# Babyslayer absolutely killing an 855LB dead



## ItsaSecret (May 28, 2012)

the guys 22


----------



## jon-kent (May 20, 2011)

He needs a new gym lol


----------



## TELBOR (Feb 20, 2012)

Happy fella


----------



## WilsonR6 (Feb 14, 2012)

Seriously?

Man that video is ****ing brutal

I'd probably run out of the gym in fear


----------



## Sambuca (Jul 25, 2012)

haha 0 fks were given that day


----------



## DoubleXL- (Feb 13, 2012)

That's something else that :/ wow


----------



## marknorthumbria (Oct 1, 2009)

He needs a thicker Olympic bar, That ones gona snap then hel know about it!


----------



## WilsonR6 (Feb 14, 2012)

I'd call just unloading and racking his plates a successful back workout


----------



## simonthepieman (Jun 11, 2012)

One of the best lifting clips i have seen in a long time for so many reasons


----------



## marknorthumbria (Oct 1, 2009)

He needs to do some 900lb calf raises though to Match lol


----------



## simonthepieman (Jun 11, 2012)

marknorthumbria said:


> He needs to do some 900lb calf raises though to Match lol


don't knock the minicalf crew


----------



## Ginger Ben (Oct 5, 2010)

Strong as fvck but bollocks to doing deads with plates flying off the end :wacko:


----------



## marknorthumbria (Oct 1, 2009)

simonthepieman said:


> don't knock the minicalf crew


im part of the crew - so it was a tongue in cheek ha


----------



## SCOOT123 (Jul 12, 2013)

ItsaSecret said:


> the guys 22


LOL at his legs telling him to fck right off!!!! shaking like hell!


----------



## simonthepieman (Jun 11, 2012)

marknorthumbria said:


> im part of the crew - so it was a tongue in cheek ha


nothing makes my calves grow. My thighs look huge in comparison, especially on my tiny legs


----------



## ItsaSecret (May 28, 2012)

heres an older clip of him lol

@marknorthumbria the bar is meant to be thin, made for deadlifting. thick oly bars are pieces of **** to deadlift with.


----------



## marknorthumbria (Oct 1, 2009)

ItsaSecret said:


> heres an older clip of him lol
> 
> @marknorthumbria the bar is meant to be thin, made for deadlifting. thick oly bars are pieces of **** to deadlift with.


cool didnt know that,

they should change the material then as obviously its not cut out for this guy Lol


----------



## Guest (Sep 25, 2013)

Crazy heavy lifting but for me a deadlift is a lift from a dead stop.

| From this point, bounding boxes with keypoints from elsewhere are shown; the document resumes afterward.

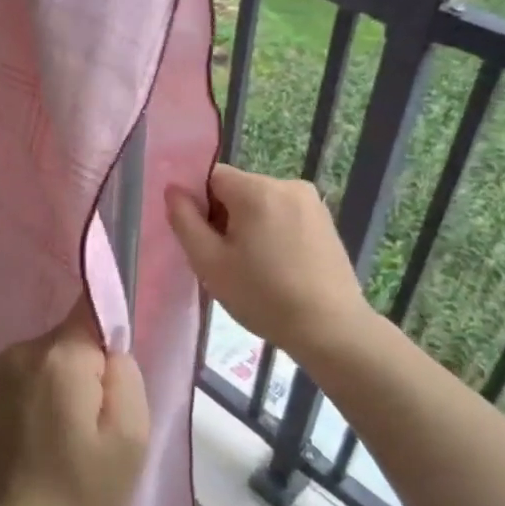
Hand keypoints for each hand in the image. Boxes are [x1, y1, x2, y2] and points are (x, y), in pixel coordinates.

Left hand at [0, 300, 149, 505]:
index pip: (93, 309)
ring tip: (72, 427)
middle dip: (92, 365)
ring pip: (55, 353)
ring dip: (69, 378)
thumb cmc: (80, 485)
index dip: (112, 332)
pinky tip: (48, 428)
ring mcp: (3, 364)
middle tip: (98, 416)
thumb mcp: (130, 437)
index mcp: (61, 356)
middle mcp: (26, 348)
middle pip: (75, 336)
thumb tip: (111, 350)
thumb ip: (127, 377)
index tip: (115, 370)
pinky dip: (47, 388)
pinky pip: (35, 369)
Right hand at [166, 163, 372, 366]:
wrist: (331, 328)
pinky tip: (279, 266)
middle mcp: (286, 184)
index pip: (211, 177)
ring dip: (249, 225)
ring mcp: (311, 201)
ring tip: (254, 267)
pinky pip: (284, 214)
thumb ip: (184, 221)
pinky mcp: (325, 219)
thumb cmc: (263, 296)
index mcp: (256, 190)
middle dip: (225, 217)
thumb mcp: (210, 262)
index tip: (205, 240)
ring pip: (260, 203)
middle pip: (237, 189)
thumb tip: (173, 189)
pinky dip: (273, 232)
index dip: (199, 205)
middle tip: (226, 260)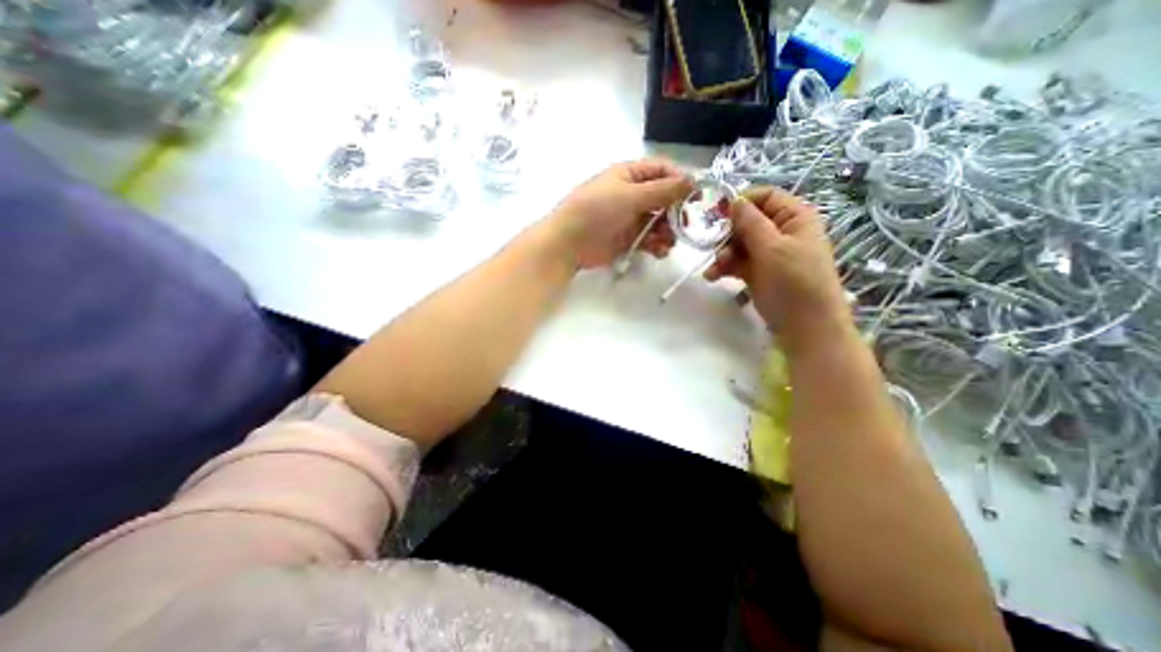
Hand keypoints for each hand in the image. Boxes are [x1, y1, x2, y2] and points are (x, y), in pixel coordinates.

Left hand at [549, 158, 693, 269]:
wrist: (569, 243)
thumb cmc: (597, 211)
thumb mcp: (630, 195)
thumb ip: (663, 190)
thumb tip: (692, 180)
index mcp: (629, 175)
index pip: (662, 171)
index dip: (679, 181)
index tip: (694, 197)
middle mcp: (631, 194)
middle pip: (663, 198)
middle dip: (675, 211)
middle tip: (683, 225)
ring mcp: (629, 218)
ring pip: (658, 221)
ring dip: (667, 231)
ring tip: (668, 242)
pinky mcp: (627, 239)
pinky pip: (648, 239)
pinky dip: (656, 245)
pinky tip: (659, 252)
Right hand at [698, 186, 849, 346]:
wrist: (804, 326)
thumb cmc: (794, 282)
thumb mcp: (772, 249)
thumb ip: (751, 223)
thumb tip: (734, 200)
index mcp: (794, 218)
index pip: (765, 197)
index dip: (741, 202)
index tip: (717, 214)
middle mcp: (781, 232)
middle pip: (747, 221)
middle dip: (727, 234)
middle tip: (713, 247)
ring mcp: (768, 253)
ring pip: (738, 243)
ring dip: (722, 254)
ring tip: (714, 270)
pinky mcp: (757, 272)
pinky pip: (737, 262)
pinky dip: (724, 267)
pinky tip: (712, 276)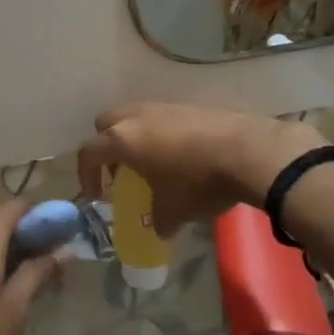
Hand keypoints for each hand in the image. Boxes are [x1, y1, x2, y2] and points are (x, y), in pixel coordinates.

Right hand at [77, 103, 328, 237]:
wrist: (247, 151)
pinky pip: (161, 118)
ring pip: (135, 117)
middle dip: (108, 147)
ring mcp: (162, 107)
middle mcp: (136, 117)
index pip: (88, 152)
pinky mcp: (187, 106)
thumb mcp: (174, 211)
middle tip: (122, 172)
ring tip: (153, 165)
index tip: (97, 196)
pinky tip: (181, 156)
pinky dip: (160, 134)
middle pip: (106, 124)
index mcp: (123, 140)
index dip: (86, 175)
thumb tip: (159, 228)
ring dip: (135, 139)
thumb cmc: (198, 182)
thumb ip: (158, 220)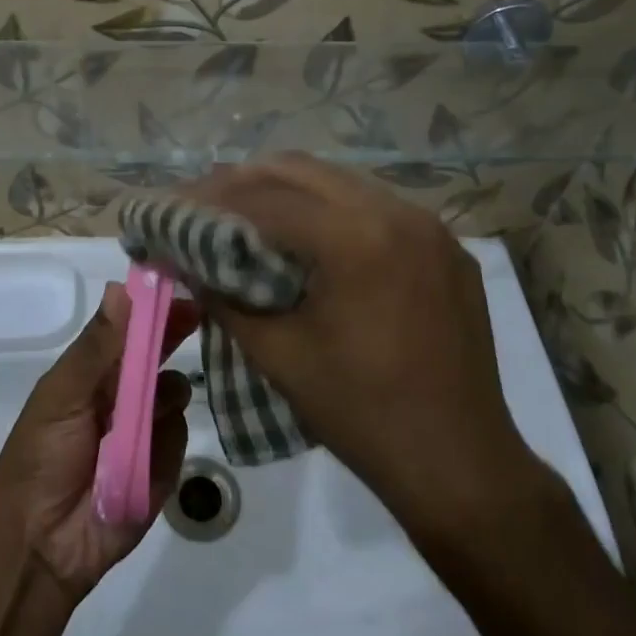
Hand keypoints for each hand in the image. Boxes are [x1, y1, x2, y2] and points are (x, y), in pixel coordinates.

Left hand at [0, 284, 198, 601]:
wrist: (41, 546)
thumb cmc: (41, 458)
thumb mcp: (62, 395)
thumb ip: (97, 347)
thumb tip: (121, 288)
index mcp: (91, 372)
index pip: (128, 328)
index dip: (151, 309)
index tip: (178, 288)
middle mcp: (120, 394)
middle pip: (156, 355)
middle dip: (172, 337)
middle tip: (198, 318)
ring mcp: (144, 429)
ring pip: (174, 393)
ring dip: (165, 395)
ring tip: (140, 419)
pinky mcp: (162, 465)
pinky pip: (178, 438)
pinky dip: (164, 444)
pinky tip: (142, 460)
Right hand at [182, 155, 544, 523]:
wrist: (461, 465)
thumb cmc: (362, 415)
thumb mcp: (279, 355)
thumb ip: (225, 298)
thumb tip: (185, 262)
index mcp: (357, 238)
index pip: (266, 198)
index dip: (211, 200)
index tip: (174, 207)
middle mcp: (397, 212)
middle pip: (301, 170)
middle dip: (244, 180)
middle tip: (204, 202)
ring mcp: (429, 226)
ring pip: (340, 182)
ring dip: (287, 190)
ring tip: (247, 212)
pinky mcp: (447, 246)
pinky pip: (376, 207)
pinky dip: (331, 210)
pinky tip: (310, 238)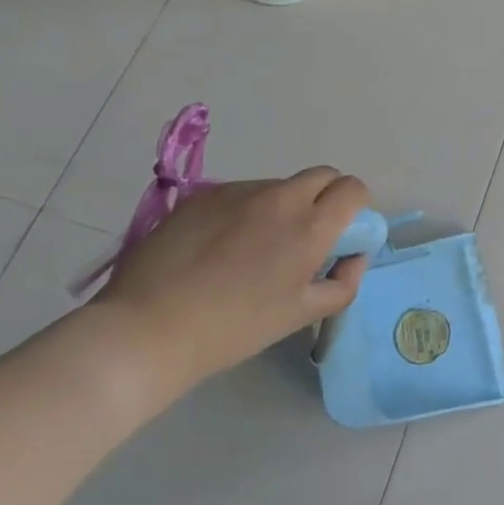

Jesus he barely lowers the bar its that bent.


----------



## ItsaSecret (May 28, 2012)

marknorthumbria said:


> cool didnt know that,
> 
> they should change the material then as obviously its not cut out for this guy Lol


thats the point... the material is extremely versatile, it'll bend, but it'll always bend back straight, the bend gives you an edge on deadlifting, however at the top of the rep it'll be harder as it whips downwards. this is why he shakes.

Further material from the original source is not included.